February Nymex natural gas (NGG26) on Thursday closed up by +0.008 (+0.26%),
Feb nat-gas prices recovered from a 3-month nearest-futures low on Thursday and settled slightly higher as forecasts for below-normal US weather that could potentially boost heating demand, sparked short covering in nat-gas futures. Forecaster Atmospheric G2 said Thursday that forecasts shifted colder over parts of the central and eastern US for January 20-24.
Nat-gas prices initially fell to a 3-month low on Thursday on a bearish weekly EIA inventory report. The EIA reported that nat-gas inventories fell -71 bcf in the week ended January 9, a smaller draw than expectations of -91 bcf and much smaller than the five-year average for this time of year at -146 bcf.
Nat-gas prices are also under pressure, as feedgas to Cheniere's Corpus Christi LNG export facility and the Freeport LNG export terminals along the Texas Gulf Coast have been below normal levels this week due to electrical and piping issues. The reduced capacity at the export terminals allows US nat-gas storage levels to build, a bearish factor for prices.
As a negative factor for gas prices, the Edison Electric Institute reported Wednesday that US (lower-48) electricity output in the week ended January 10 fell -13.15% y/y to 79,189 GWh (gigawatt hours), although US electricity output in the 52-week period ending January 10 rose +2.5% y/y to 4,294,613 GWh.
Projections for lower US nat-gas production are supportive for prices. The EIA on Tuesday cut its forecast for 2026 US dry nat-gas production to 107.4 bcf/day from last month's estimate of 109.11 bcf/day. US nat-gas production is currently near a record high, with active US nat-gas rigs recently posting a 2-year high.
US (lower-48) dry gas production on Thursday was 112.0 bcf/day (+7.8% y/y), according to BNEF. Lower-48 state gas demand on Thursday was 114.1 bcf/day (-3.2% y/y), according to BNEF. Estimated LNG net flows to US LNG export terminals on Thursday were 17.9 bcf/day (-6.1% w/w), according to BNEF.
Thursday's weekly EIA report was bearish for nat-gas prices, as nat-gas inventories for the week ended January 9 fell by -71 bcf, a smaller draw than the market consensus of -91 bcf and well below the 5-year weekly average draw of -146 bcf. As of January 9, nat-gas inventories were up +2.2% y/y and were +3.4% above their 5-year seasonal average, signaling ample nat-gas supplies. As of January 13, gas storage in Europe was 52% full, compared to the 5-year seasonal average of 68% full for this time of year.
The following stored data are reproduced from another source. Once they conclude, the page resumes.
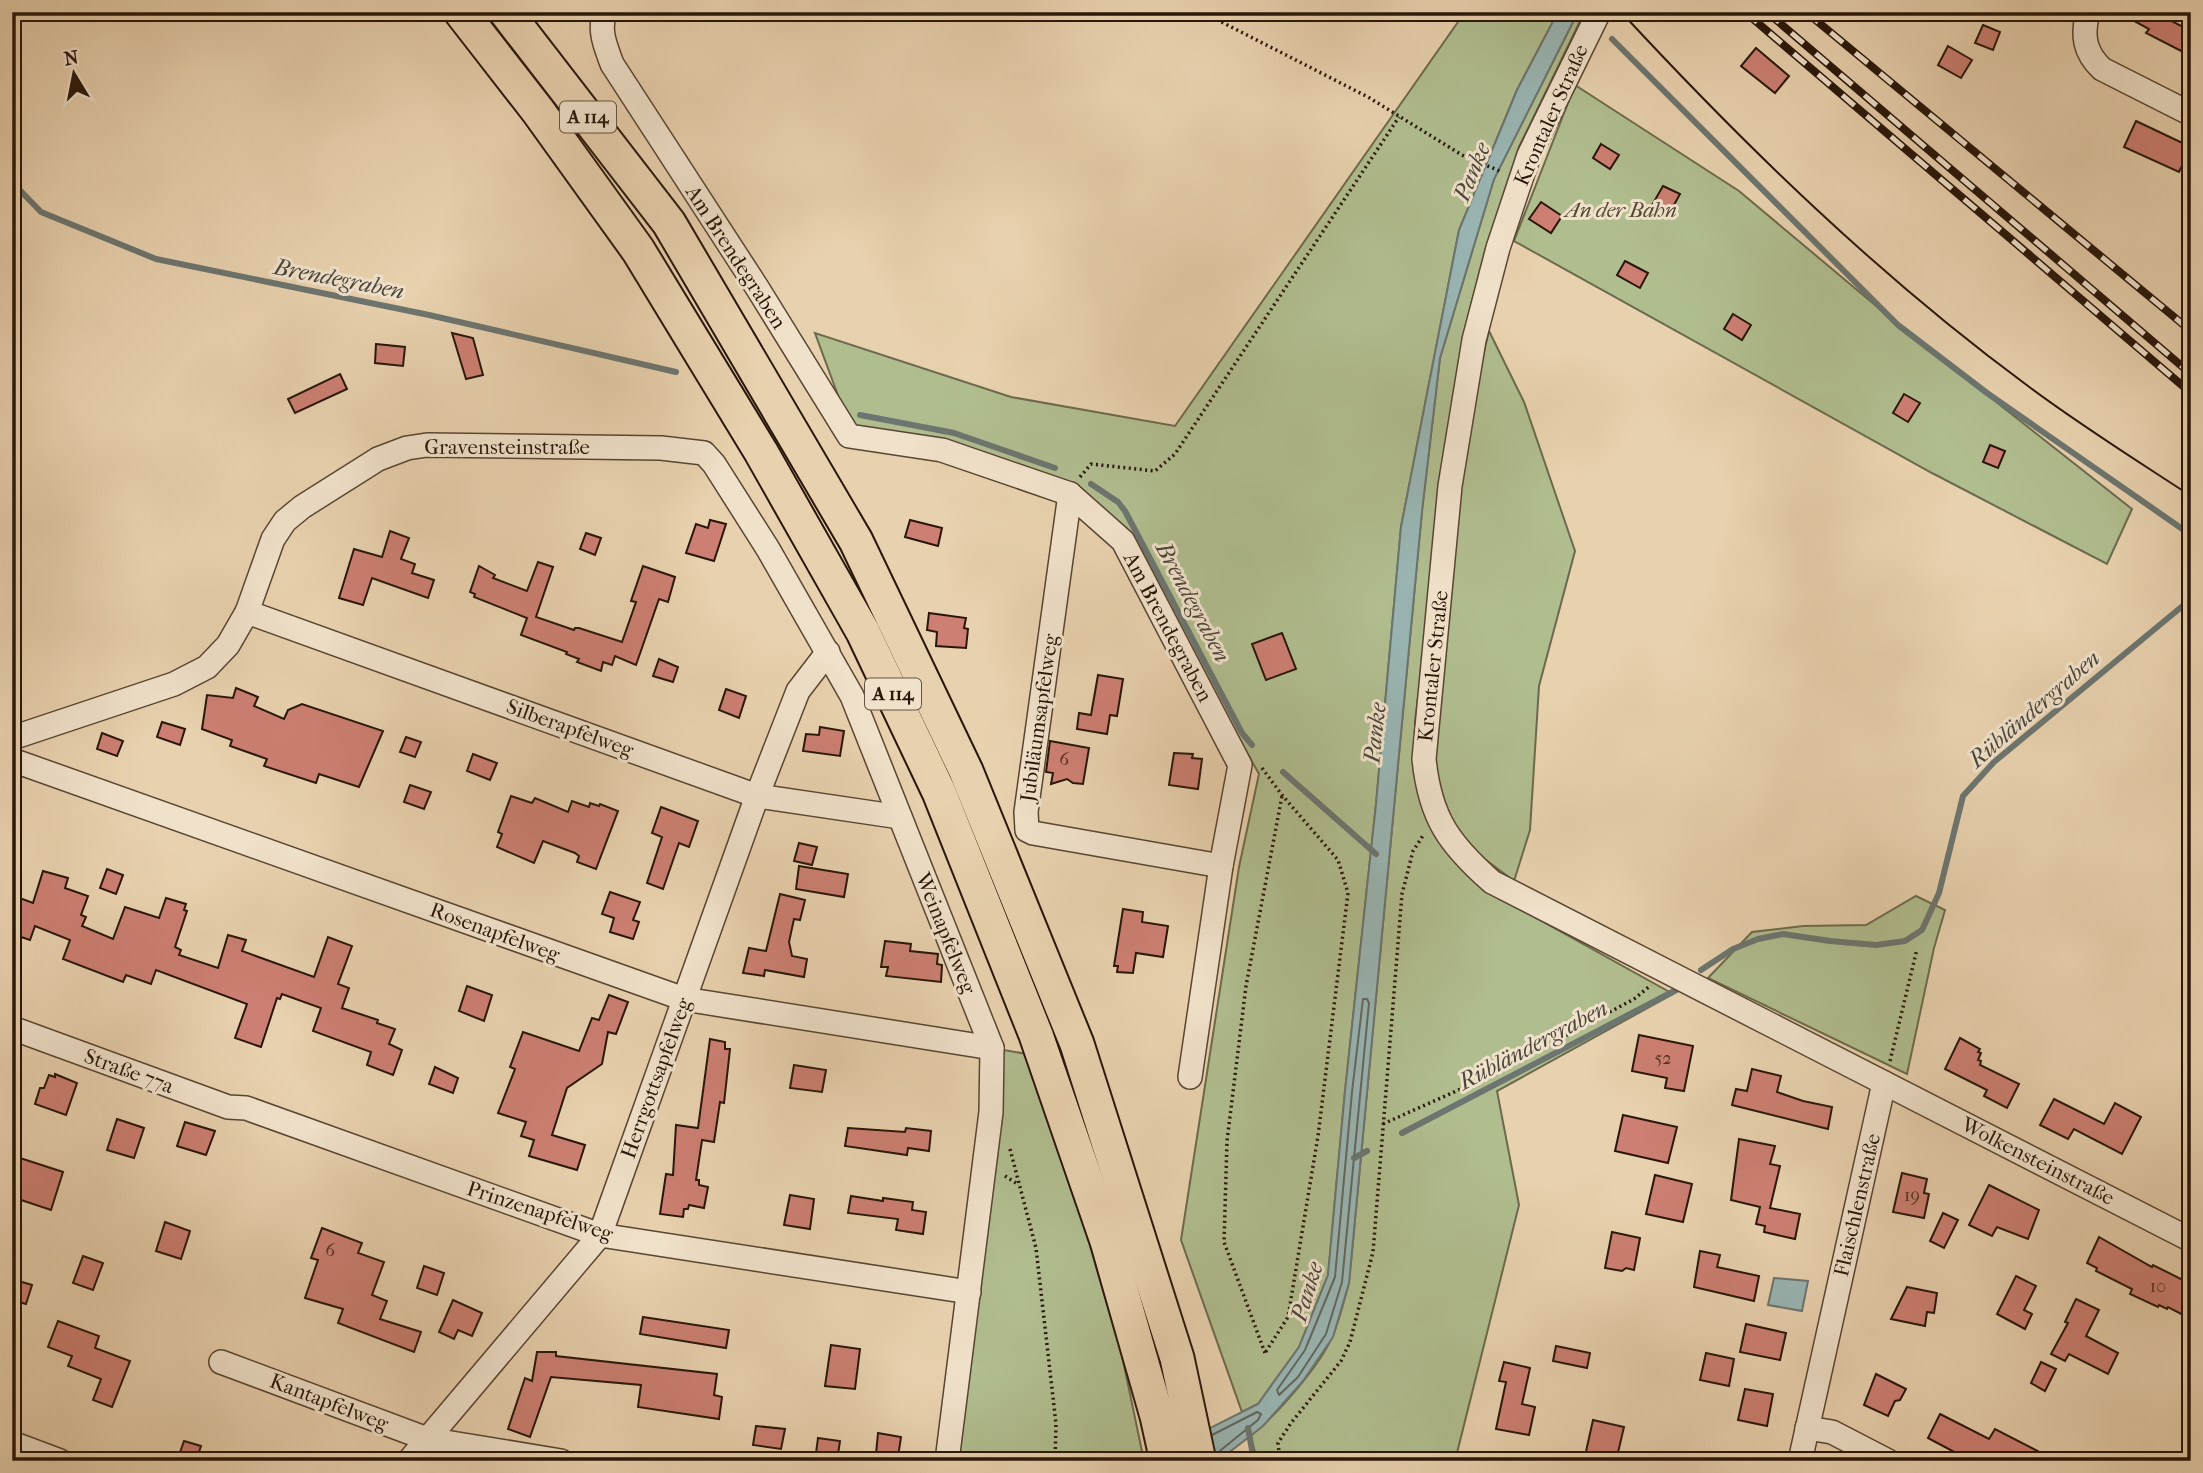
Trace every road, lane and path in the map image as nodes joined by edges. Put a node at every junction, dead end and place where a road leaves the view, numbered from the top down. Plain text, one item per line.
1 (461, 12) edge
2 (506, 12) edge
3 (605, 12) edge
4 (1202, 12) edge
5 (1599, 12) edge
6 (2088, 12) edge
7 (2191, 114) edge
8 (1399, 117) junction
9 (1504, 173) dead end
10 (704, 453) joint
11 (1070, 494) junction
12 (247, 612) junction
13 (828, 652) junction
14 (12, 738) edge
15 (12, 760) edge
16 (1258, 763) dead end
17 (1282, 795) junction
18 (757, 796) junction
19 (900, 817) junction
20 (1439, 822) junction
21 (1221, 866) junction
22 (1917, 949) dead end
23 (1660, 969) junction
24 (684, 999) junction
25 (12, 1028) edge
26 (992, 1048) junction
27 (1191, 1077) dead end
28 (1884, 1083) junction
29 (246, 1108) joint
30 (1383, 1124) junction
31 (1009, 1146) dead end
32 (600, 1235) junction
33 (2191, 1240) edge
34 (968, 1292) junction
35 (221, 1362) dead end
36 (1807, 1428) junction
37 (427, 1439) junction
38 (12, 1443) edge
39 (1197, 1449) edge
40 (1166, 1458) edge
41 (60, 1461) edge
42 (410, 1461) edge
43 (561, 1461) edge
44 (947, 1461) edge
45 (1055, 1461) edge
46 (1280, 1461) edge
47 (1800, 1461) edge
48 (1888, 1461) edge

1 - 40 highway, A 114
2 - 39 highway, A 114
3 - 11 street, Am Brendegraben
4 - 8 path
5 - 20 street, Krontaler Straße
6 - 7 street
8 - 9 path
8 - 11 path
10 - 12 street, Gravensteinstraße
10 - 13 street, Weinapfelweg
11 - 21 street, Am Brendegraben
11 - 21 street, Jubiläumsapfelweg
12 - 14 street, Gravensteinstraße
12 - 18 street, Silberapfelweg
13 - 18 street, Herrgottsapfelweg
13 - 19 street, Weinapfelweg
15 - 24 street, Rosenapfelweg
16 - 17 path
17 - 17 path
18 - 19 street, Silberapfelweg
18 - 24 street, Herrgottsapfelweg
19 - 26 street, Weinapfelweg
20 - 23 street, Krontaler Straße
20 - 30 path
21 - 27 street, Am Brendegraben
22 - 28 path
23 - 28 street, Krontaler Straße
23 - 30 path
24 - 26 street, Rosenapfelweg
24 - 32 street, Herrgottsapfelweg
25 - 29 street, Straße 77a
26 - 34 street, Weinapfelweg
28 - 33 street, Wolkensteinstraße
28 - 36 street, Flaischlenstraße
29 - 32 street, Prinzenapfelweg
30 - 46 path
31 - 45 path
32 - 34 street, Prinzenapfelweg
32 - 37 street, Herrgottsapfelweg
34 - 44 street, Weinapfelweg
35 - 37 street, Kantapfelweg
36 - 47 street, Flaischlenstraße
36 - 48 street
37 - 42 street, Herrgottsapfelweg
37 - 43 street, Kantapfelweg
38 - 41 street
Baker Hughes reported last Friday that the number of active US nat-gas drilling rigs in the week ending January 9 fell by -1 to 124 rigs, modestly below the 2.25-year high of 130 set on November 28. In the past year, the number of gas rigs has risen from the 4.5-year low of 94 rigs reported in September 2024.
On the date of publication, Rich Asplund did not have (either directly or indirectly) positions in any of the securities mentioned in this article. All information and data in this article is solely for informational purposes. For more information please view the Barchart Disclosure Policy here.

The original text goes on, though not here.